- **What you should do**:
Your answer must be an exact copy of the data below, minus any pictures.

- **Saved entries**:
───

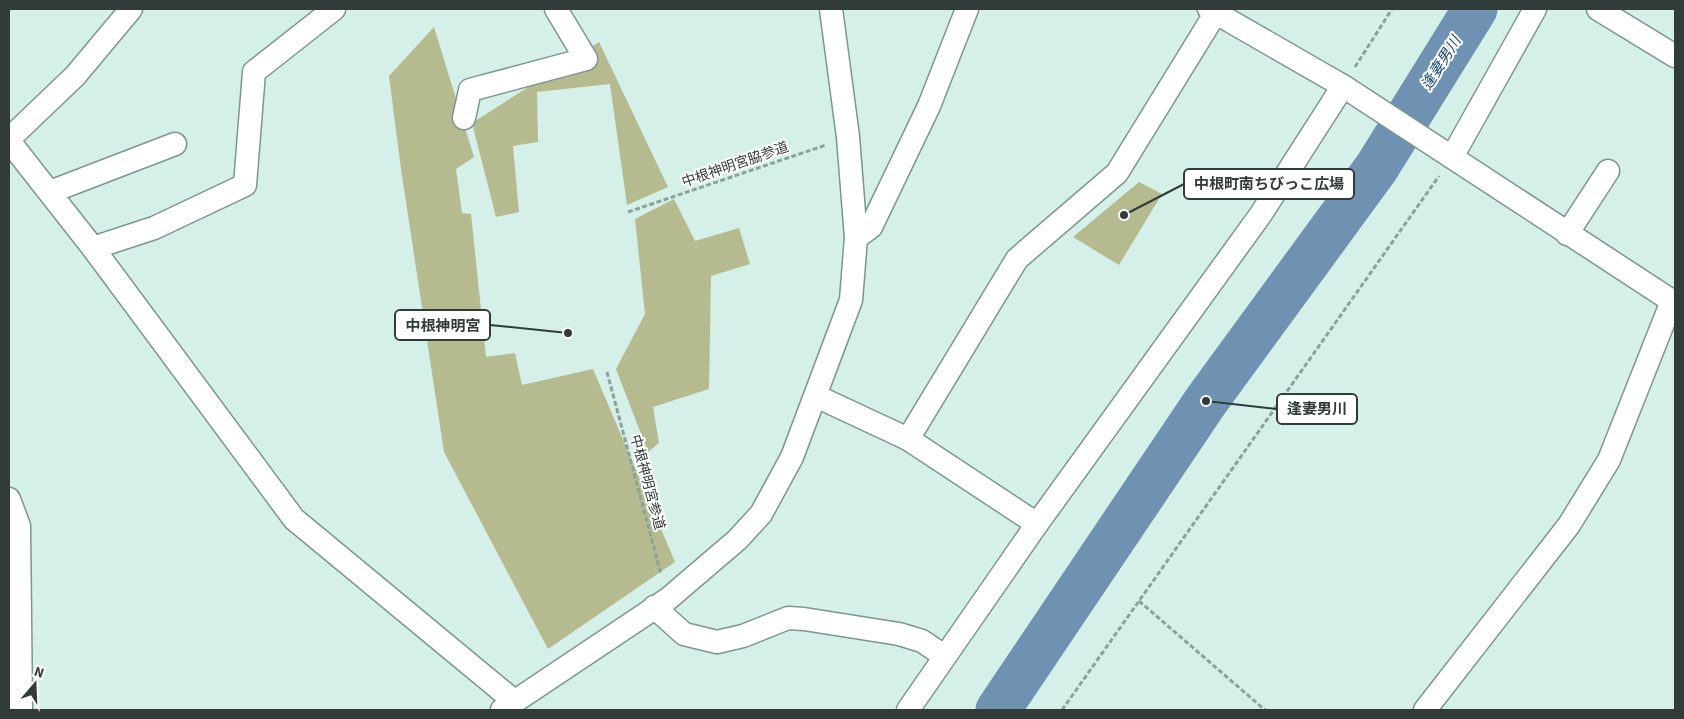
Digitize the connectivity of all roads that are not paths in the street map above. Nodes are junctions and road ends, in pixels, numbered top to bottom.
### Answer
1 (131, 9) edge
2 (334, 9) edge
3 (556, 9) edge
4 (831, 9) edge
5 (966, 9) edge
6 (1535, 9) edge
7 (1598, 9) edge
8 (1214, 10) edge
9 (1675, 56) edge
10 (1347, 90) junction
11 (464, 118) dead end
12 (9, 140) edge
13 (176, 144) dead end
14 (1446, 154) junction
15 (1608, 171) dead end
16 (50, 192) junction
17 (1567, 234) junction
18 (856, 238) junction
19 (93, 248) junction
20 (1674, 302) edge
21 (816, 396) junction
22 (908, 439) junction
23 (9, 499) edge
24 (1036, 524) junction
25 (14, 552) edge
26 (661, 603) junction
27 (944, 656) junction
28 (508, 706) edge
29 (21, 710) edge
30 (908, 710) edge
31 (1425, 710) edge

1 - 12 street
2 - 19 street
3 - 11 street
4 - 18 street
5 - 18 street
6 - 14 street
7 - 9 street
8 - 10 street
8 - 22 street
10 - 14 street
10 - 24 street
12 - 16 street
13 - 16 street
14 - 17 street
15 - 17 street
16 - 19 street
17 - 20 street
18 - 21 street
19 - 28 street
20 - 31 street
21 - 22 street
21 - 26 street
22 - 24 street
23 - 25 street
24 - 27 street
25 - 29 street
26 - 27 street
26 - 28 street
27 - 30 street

───

- **Solved problem**:
Digitize the connectivity of all roads that are not paths in the street map above. Nodes are junctions and road ends, in pixels, numbered top to bottom.
### Answer
1 (131, 9) edge
2 (334, 9) edge
3 (556, 9) edge
4 (831, 9) edge
5 (966, 9) edge
6 (1535, 9) edge
7 (1598, 9) edge
8 (1214, 10) edge
9 (1675, 56) edge
10 (1347, 90) junction
11 (464, 118) dead end
12 (9, 140) edge
13 (176, 144) dead end
14 (1446, 154) junction
15 (1608, 171) dead end
16 (50, 192) junction
17 (1567, 234) junction
18 (856, 238) junction
19 (93, 248) junction
20 (1674, 302) edge
21 (816, 396) junction
22 (908, 439) junction
23 (9, 499) edge
24 (1036, 524) junction
25 (14, 552) edge
26 (661, 603) junction
27 (944, 656) junction
28 (508, 706) edge
29 (21, 710) edge
30 (908, 710) edge
31 (1425, 710) edge

1 - 12 street
2 - 19 street
3 - 11 street
4 - 18 street
5 - 18 street
6 - 14 street
7 - 9 street
8 - 10 street
8 - 22 street
10 - 14 street
10 - 24 street
12 - 16 street
13 - 16 street
14 - 17 street
15 - 17 street
16 - 19 street
17 - 20 street
18 - 21 street
19 - 28 street
20 - 31 street
21 - 22 street
21 - 26 street
22 - 24 street
23 - 25 street
24 - 27 street
25 - 29 street
26 - 27 street
26 - 28 street
27 - 30 street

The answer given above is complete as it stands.